Sfogli couldn’t title the fourth track any better than “reMarcoble.”  He plays lightning fast picking runs over a big chunky riff that is done with expert guitar marksmanship.  The pleasing succession of sounds is always kept at a premium and he even slows down to take a breather mid-way thru.  Marco’s tone in this track reminds me a little of Tony MacAlpine.  The run that takes you out of the song is sick.

The guitarist gets into a Satriani-like groove in “Far From Me.”  It’s amazing how the gentle acoustic riff can be transposed into a heavy distorted lick with equal measure.  Sfogli lays his heart out on the line with his passionate expression.  The drum work is fantastic and memorable.

“Heartburn” has a dark beginning that leads into heavy distorted guitar that‘s syncopated with the pounding drums.  The bass is strong in this song.  Sfogli’s quick picking really stands out and displays his talented ability.  But the most important thing is rooted in the arrangement of notes.

There’s an excellent video of “The Forest” you can watch on YouTube.  The camera angle is just positioned on Marco’s hands and his purple zebra Ibanez guitar.  It’s a great way to see how effortless and fluid he plays all the guitar parts on this seven-minute song.  From the unadulterated, almost acoustic to ripping shredding, it’s all right there to behold.  His performance is flawless and the song itself shows Sfogli’s mature grasp of music.  The saxophone towards the end is a nice touch.

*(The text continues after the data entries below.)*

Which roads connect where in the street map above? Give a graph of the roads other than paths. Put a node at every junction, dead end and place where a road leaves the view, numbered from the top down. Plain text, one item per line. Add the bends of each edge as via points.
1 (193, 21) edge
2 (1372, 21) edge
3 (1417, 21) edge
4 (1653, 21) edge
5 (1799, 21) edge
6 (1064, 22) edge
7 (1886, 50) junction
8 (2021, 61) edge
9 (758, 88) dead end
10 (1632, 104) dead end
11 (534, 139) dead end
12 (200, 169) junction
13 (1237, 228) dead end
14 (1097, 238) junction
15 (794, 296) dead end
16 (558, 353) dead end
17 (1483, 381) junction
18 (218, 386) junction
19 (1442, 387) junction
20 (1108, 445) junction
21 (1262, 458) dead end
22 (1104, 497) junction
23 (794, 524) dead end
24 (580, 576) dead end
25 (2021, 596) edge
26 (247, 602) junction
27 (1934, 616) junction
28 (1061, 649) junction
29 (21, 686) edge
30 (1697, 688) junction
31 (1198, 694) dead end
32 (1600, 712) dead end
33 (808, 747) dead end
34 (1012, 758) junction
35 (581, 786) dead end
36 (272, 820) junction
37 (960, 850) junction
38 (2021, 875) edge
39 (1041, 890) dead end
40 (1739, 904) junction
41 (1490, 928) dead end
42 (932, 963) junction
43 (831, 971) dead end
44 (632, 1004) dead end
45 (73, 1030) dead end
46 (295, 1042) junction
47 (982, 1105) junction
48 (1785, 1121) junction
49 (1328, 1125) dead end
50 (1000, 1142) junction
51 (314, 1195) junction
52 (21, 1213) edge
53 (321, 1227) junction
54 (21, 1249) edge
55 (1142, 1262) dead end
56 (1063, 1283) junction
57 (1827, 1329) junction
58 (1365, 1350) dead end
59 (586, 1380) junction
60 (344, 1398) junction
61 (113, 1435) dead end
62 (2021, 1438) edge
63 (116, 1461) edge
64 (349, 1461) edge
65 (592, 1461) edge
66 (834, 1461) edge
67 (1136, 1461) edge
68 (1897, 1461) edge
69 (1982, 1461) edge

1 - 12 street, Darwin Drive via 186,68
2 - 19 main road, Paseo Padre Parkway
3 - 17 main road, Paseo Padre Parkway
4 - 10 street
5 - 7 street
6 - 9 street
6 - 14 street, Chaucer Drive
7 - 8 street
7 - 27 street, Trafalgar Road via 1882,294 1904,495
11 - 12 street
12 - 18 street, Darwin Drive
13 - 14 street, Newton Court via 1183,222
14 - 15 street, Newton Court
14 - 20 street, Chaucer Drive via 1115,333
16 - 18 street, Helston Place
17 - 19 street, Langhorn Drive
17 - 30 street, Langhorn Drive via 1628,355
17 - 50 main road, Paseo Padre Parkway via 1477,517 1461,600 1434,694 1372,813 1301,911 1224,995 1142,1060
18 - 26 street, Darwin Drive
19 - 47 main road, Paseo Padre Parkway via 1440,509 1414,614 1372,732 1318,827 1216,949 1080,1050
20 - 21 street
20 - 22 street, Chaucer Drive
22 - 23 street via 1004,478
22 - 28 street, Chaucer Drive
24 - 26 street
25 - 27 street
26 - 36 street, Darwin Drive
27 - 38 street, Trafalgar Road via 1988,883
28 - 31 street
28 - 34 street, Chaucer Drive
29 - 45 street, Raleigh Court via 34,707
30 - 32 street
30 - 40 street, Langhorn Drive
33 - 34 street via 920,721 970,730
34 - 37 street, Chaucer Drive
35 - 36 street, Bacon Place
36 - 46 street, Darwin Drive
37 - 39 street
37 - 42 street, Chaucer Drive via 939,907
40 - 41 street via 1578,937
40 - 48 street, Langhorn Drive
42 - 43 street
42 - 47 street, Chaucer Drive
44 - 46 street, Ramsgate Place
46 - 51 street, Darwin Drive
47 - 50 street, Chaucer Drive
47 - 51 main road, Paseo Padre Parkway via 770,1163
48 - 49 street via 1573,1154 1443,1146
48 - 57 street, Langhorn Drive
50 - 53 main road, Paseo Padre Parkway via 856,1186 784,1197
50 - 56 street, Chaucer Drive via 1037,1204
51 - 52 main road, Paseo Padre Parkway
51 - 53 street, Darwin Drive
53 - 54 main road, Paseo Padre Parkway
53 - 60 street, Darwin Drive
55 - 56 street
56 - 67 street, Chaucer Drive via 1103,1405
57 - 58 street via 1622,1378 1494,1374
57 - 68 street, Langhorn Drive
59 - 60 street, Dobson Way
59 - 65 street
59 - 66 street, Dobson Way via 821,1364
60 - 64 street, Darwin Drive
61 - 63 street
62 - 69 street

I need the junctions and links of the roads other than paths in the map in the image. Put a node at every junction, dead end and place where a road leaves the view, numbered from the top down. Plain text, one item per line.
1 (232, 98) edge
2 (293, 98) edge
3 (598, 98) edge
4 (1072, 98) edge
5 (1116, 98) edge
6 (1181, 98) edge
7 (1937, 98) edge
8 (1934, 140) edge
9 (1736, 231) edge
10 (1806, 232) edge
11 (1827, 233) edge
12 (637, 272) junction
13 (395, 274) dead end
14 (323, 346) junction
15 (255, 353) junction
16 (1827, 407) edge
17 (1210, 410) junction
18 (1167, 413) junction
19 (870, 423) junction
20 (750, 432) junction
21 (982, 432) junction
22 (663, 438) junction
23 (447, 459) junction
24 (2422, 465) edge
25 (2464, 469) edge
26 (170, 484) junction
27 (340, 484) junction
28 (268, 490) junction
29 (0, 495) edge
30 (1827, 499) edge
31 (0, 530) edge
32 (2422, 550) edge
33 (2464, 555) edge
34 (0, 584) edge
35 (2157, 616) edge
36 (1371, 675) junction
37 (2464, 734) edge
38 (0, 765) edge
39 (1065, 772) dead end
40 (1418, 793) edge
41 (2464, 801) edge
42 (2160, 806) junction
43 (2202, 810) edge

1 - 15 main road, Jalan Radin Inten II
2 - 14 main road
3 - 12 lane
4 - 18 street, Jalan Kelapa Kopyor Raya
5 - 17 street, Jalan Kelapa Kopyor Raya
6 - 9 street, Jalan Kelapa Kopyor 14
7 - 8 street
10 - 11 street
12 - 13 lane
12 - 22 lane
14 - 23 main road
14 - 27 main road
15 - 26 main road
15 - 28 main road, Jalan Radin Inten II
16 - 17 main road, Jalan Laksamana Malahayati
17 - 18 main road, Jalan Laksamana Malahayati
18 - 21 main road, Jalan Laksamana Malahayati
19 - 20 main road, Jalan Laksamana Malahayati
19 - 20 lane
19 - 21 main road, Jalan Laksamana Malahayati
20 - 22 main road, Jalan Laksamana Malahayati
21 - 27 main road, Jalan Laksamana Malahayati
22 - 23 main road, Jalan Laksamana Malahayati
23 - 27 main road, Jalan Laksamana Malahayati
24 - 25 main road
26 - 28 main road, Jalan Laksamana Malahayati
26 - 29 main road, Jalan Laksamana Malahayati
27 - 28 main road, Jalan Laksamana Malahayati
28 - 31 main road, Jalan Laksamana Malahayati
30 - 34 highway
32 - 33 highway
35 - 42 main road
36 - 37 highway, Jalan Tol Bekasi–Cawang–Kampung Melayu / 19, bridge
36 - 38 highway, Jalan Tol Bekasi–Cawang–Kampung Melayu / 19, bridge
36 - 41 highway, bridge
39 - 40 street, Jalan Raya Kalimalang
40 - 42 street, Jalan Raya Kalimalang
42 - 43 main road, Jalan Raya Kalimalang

I wonder if “Father To Son” is about Marco’s relationship with his father or his son?  The song has a warm relaxed groove that flows with love and compassion.  It’s obvious that Sfogli is playing it for someone that means a lot to him.  I love the way he breaks into the solo section; 2 minutes and 37 seconds into the track.  He holds onto the song’s recurring alternations, while embellishing it with some monster runs.  He smartly brings it back to some dual harmonizing, kind of like a representation of a father and son joining together.   Poignant work.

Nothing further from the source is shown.